April 7, 2011 § 8 Comments

“If you begin to understand what you are without trying to change it, then what you are undergoes a transformation.”

-J. Krishnamurti

I stumbled on this quote sometime in the middle of last year. At the time, I didn’t even know who Jiddu Krishnamurti was, and I couldn’t quite wrap my head around the meaning of his words. I don’t get it… Isn’t yoga about change? Everyone goes on & on about change, transformation… It seemed somehow meaningful, so I hung onto it anyway and put it in my pocket with numerous other notes & thoughts & sutras that were beyond me but felt heavy and comforting in my hand.

I think now, after months of turning it over, that I begin to get it – the importance, the weight that made it feel so reassuring. I want so much to write clearly and eloquently on this – to explain what it means to me now – in a way that makes sense, maybe to you too. Maybe it makes sense already (awesome!) and I’m just a little slow to digest – but learning that I’m not so unique has me thinking I can’t be alone in needing to hear and understand this.

But I don’t want to wait until I find the right words, metaphor or story to explain. So here it is for me, right now:

It’s about listening openly and kindly to ourselves. I am not broken although there are times I have felt that way – I am not a mess, not cruel, not awkward, not in need of fixing. I am not my behavior (or my body… or my thoughts). Approaching my practice with this openness allows for easier honesty to uncover truths about myself and my default patterns. There have been so many changes in my life over the last year – and though most of them are subtle, internal – they add up to a big difference in how I view the world and myself. It goes sort of like this: Oh, I see now that I do that – more importantly I see WHY, the fear or need or ache behind it, and I see that I’m ok*. And I breathe. And then the ache dissolves, and the behavior it prompted is no longer necessary. Until I forget – some habits die hard, no?

When I label or judge my experience is when I get stuck. But acknowledging my behavior without labeling or judging it, I find that it does in fact begin to shift.

Please discuss, expound… I would love to hear your thoughts.

***************************************************************************

*And yes, I know, there is WAY more to the process of understanding and believing this than the phrase indicates. More expounding later, mehbeee?

ETA 04202011: Michelle at blogasana has a beautiful post – with another great Krishnamurti quote, which brought this home for me even more. Reward the slightest try (part II) – on horses, and humans, and releasing self-conflict. I will need to come back to these concepts again and again.

§ 8 Responses to Making Some Sense of Words

  • Heather says:

    I am sure there is something to be said for breaking a habit. But we are only human, and a practice of acceptance like this is exactly that – a practice, something we must do regularly and often, even if we think we’ve got it.
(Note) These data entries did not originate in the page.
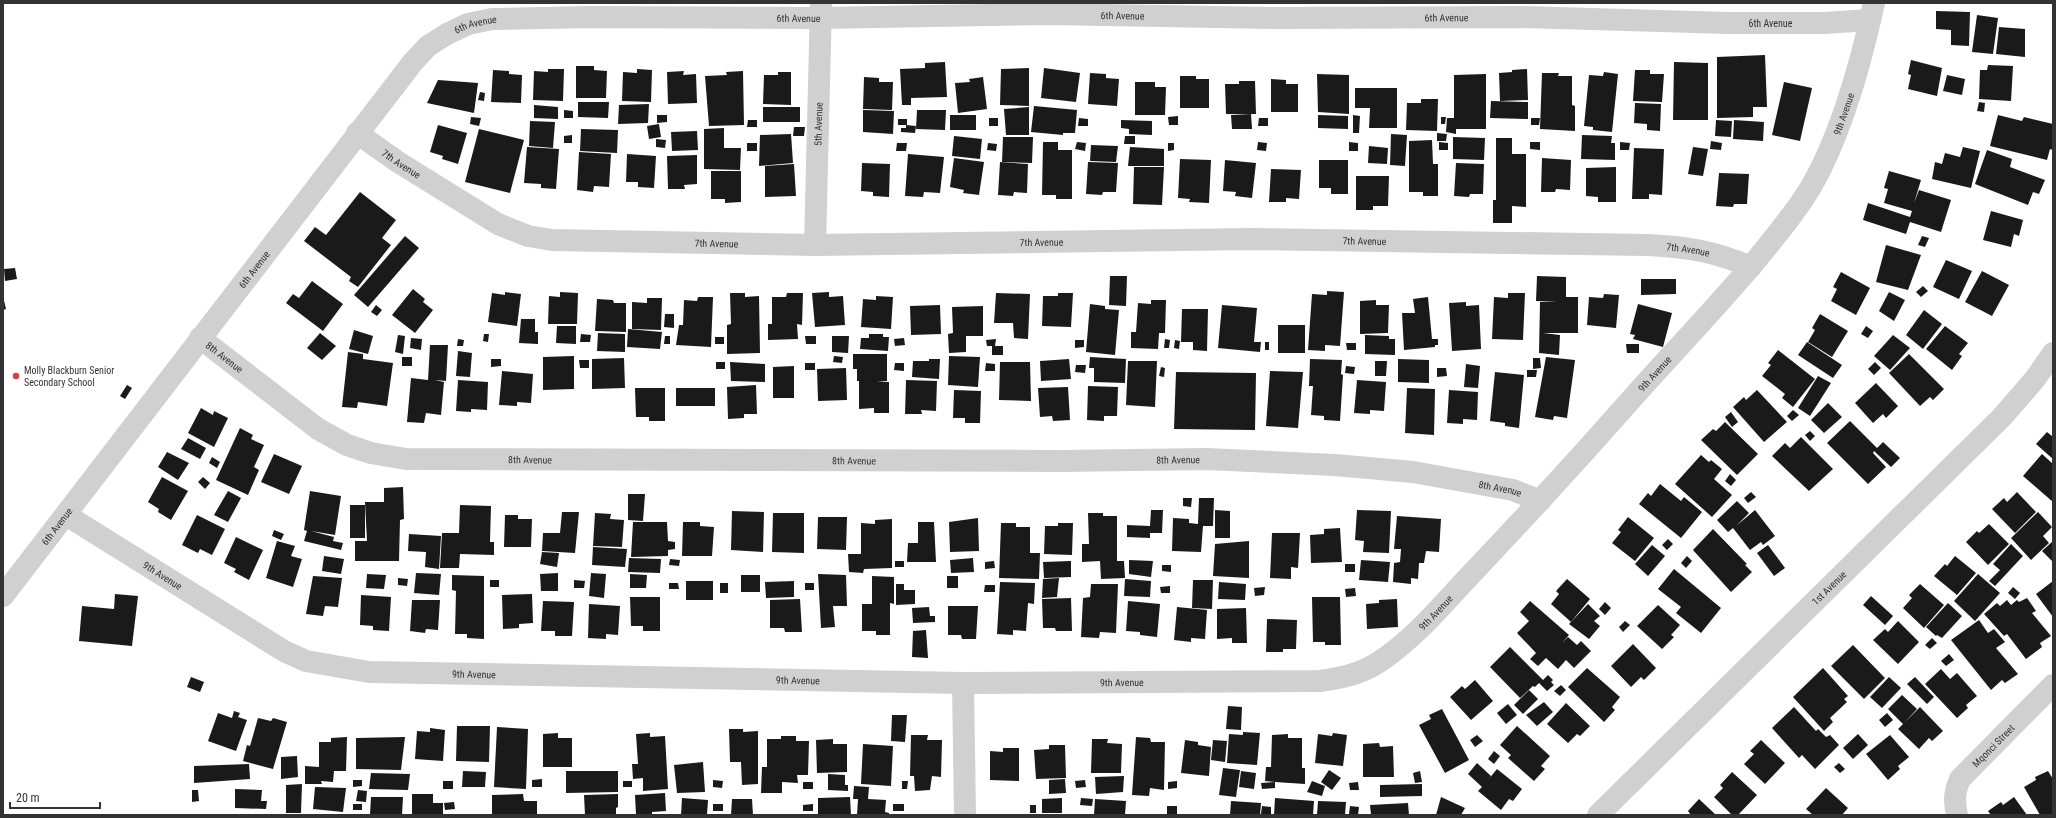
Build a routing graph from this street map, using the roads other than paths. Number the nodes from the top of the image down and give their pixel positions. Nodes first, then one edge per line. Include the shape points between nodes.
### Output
1 (821, 10) edge
2 (1872, 12) edge
3 (357, 133) junction
4 (815, 245) junction
5 (1751, 267) junction
6 (200, 338) junction
7 (2053, 353) edge
8 (1540, 501) junction
9 (66, 515) junction
10 (3, 596) edge
11 (963, 683) junction
12 (2053, 684) edge
13 (1609, 811) edge
14 (965, 815) edge
15 (1957, 815) edge

1 - 2 street, 6th Avenue via 1277,18 1521,17 1728,23 1824,23
1 - 3 street, 6th Avenue via 492,19 468,24 428,46 391,88
1 - 4 street, 5th Avenue
2 - 5 street, 9th Avenue via 1856,73 1836,132 1812,185 1788,221
3 - 4 street, 7th Avenue via 475,212 528,236 552,240
3 - 6 street, 6th Avenue
4 - 5 street, 7th Avenue via 1267,239 1648,245 1698,249 1732,258
5 - 8 street, 9th Avenue
6 - 8 street, 8th Avenue via 318,429 347,445 406,459 1207,459 1335,465 1413,472 1513,490
6 - 9 street, 6th Avenue
7 - 13 street, 1st Avenue via 2035,379 2002,417
8 - 11 street, 9th Avenue via 1410,637 1378,663 1341,678 1320,681
9 - 10 street, 6th Avenue
9 - 11 street, 9th Avenue via 284,651 306,661 331,666 369,672
11 - 14 street
12 - 15 street, Mqonci Street via 1960,780 1954,802

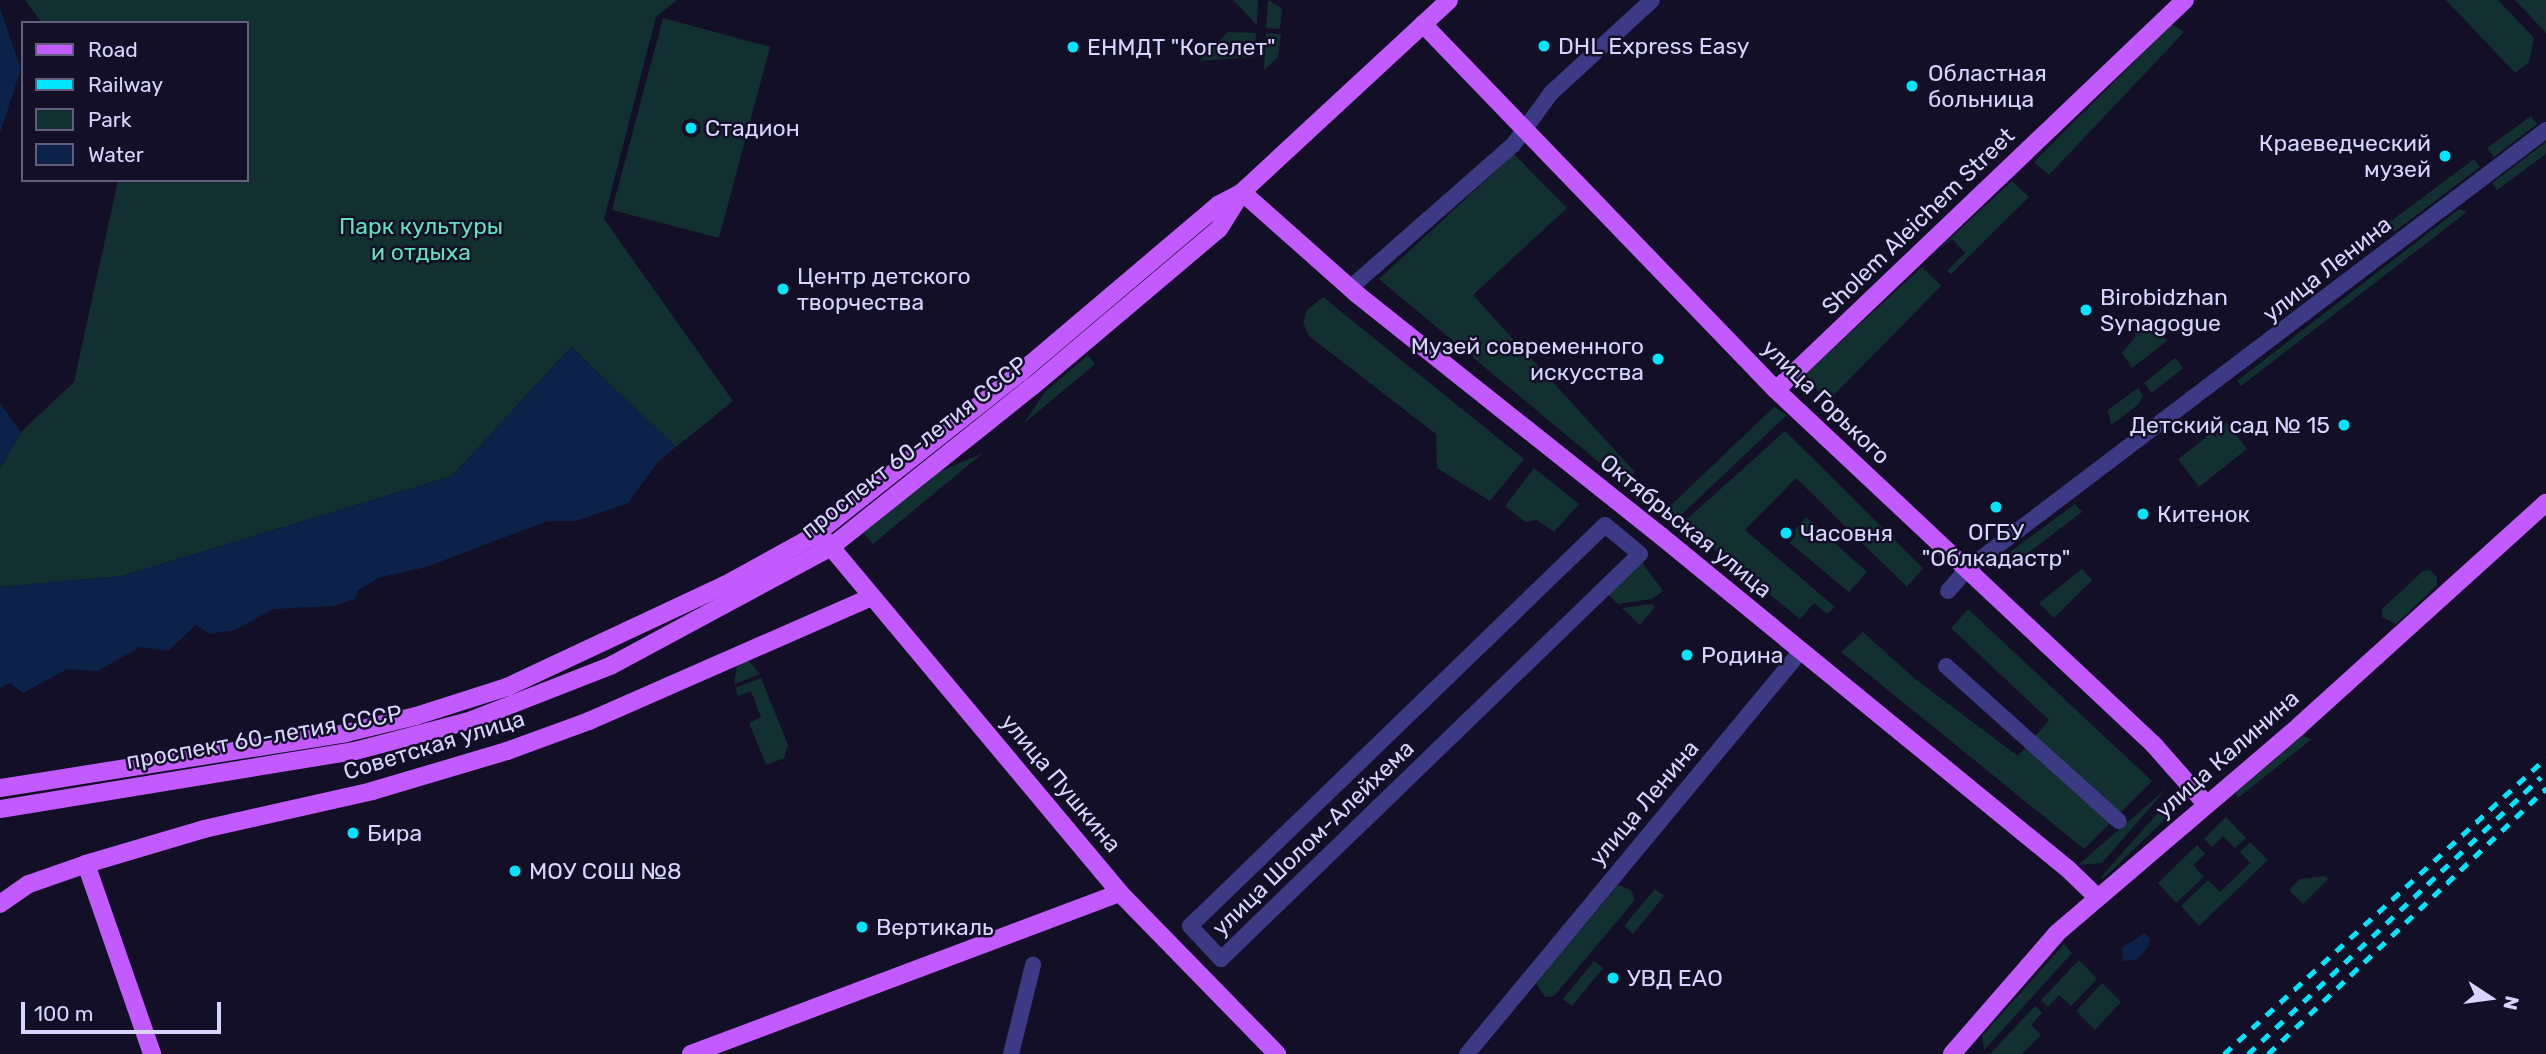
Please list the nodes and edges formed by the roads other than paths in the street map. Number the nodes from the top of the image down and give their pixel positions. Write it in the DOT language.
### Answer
graph roads {
  1 [pos="1449,0"];
  2 [pos="1653,0"];
  3 [pos="2185,0"];
  4 [pos="1423,24"];
  5 [pos="1522,127"];
  6 [pos="2546,130"];
  7 [pos="1242,192"];
  8 [pos="1350,288"];
  9 [pos="1776,390"];
  10 [pos="2546,503"];
  11 [pos="1605,525"];
  12 [pos="818,532"];
  13 [pos="831,547"];
  14 [pos="1967,569"];
  15 [pos="1948,591"];
  16 [pos="871,597"];
  17 [pos="1801,651"];
  18 [pos="1946,666"];
  19 [pos="81,772"];
  20 [pos="0,788"];
  21 [pos="84,792"];
  22 [pos="2206,804"];
  23 [pos="0,809"];
  24 [pos="2119,821"];
  25 [pos="86,864"];
  26 [pos="1120,893"];
  27 [pos="2098,898"];
  28 [pos="0,904"];
  29 [pos="1033,965"];
  30 [pos="152,1054"];
  31 [pos="691,1054"];
  32 [pos="1011,1054"];
  33 [pos="1277,1054"];
  34 [pos="1467,1054"];
  35 [pos="1952,1054"];
  1 -- 4 [label="main road, проспект 60-летия СССР"];
  2 -- 5 [label="street"];
  3 -- 9 [label="main road, Sholem Aleichem Street"];
  4 -- 5 [label="main road, улица Горького"];
  4 -- 7 [label="main road, проспект 60-летия СССР"];
  5 -- 8 [label="street"];
  5 -- 9 [label="main road, улица Горького"];
  6 -- 14 [label="street, улица Ленина"];
  7 -- 8 [label="main road, Октябрьская улица"];
  7 -- 12 [label="main road, проспект 60-летия СССР"];
  7 -- 13 [label="main road, проспект 60-летия СССР"];
  8 -- 17 [label="main road, Октябрьская улица"];
  9 -- 14 [label="main road, улица Горького"];
  10 -- 22 [label="main road, улица Калинина"];
  11 -- 11 [label="street, улица Шолом-Алейхема"];
  12 -- 13 [label="main road, улица Пушкина"];
  12 -- 19 [label="main road, проспект 60-летия СССР"];
  13 -- 16 [label="main road, улица Пушкина"];
  13 -- 21 [label="main road, проспект 60-летия СССР"];
  14 -- 15 [label="street, улица Ленина"];
  14 -- 22 [label="main road, улица Горького"];
  16 -- 25 [label="main road, Советская улица"];
  16 -- 26 [label="main road, улица Пушкина"];
  17 -- 27 [label="main road, Октябрьская улица"];
  17 -- 34 [label="street, улица Ленина"];
  18 -- 24 [label="street"];
  19 -- 20 [label="main road, проспект 60-летия СССР"];
  19 -- 21 [label="main road"];
  21 -- 23 [label="main road, проспект 60-летия СССР"];
  22 -- 27 [label="main road, улица Калинина"];
  25 -- 28 [label="main road, Советская улица"];
  25 -- 30 [label="main road"];
  26 -- 31 [label="main road"];
  26 -- 33 [label="main road, улица Пушкина"];
  27 -- 35 [label="main road, улица Калинина"];
  29 -- 32 [label="street"];
}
I suppose it must always be the goal to eliminate the negative thinking, but I see this idea as a more achievable solution, akin to meditation: have the thought, acknowledge it, and then let it go.

    • Mel says:

      “even if we think we’ve got it” Yes! I would say that meditation has been pretty central to this for me, because it is that act of acknowledging without judgement. Practicing it with my thoughts, and trying to apply it elsewhere (and forgiving when I fall back into old patterns!).

  • tini says:

    The quote is awesome. I need to think about that.

  • Kylie says:

    Mel, that’s such a wonderful quote. The more studying I do on coaching, and how to change your life, and all that jazz, the closer I feel to…myself. It feels like the shift isn’t so much about changing the landscape of my life as it is about delving deeper into who I am.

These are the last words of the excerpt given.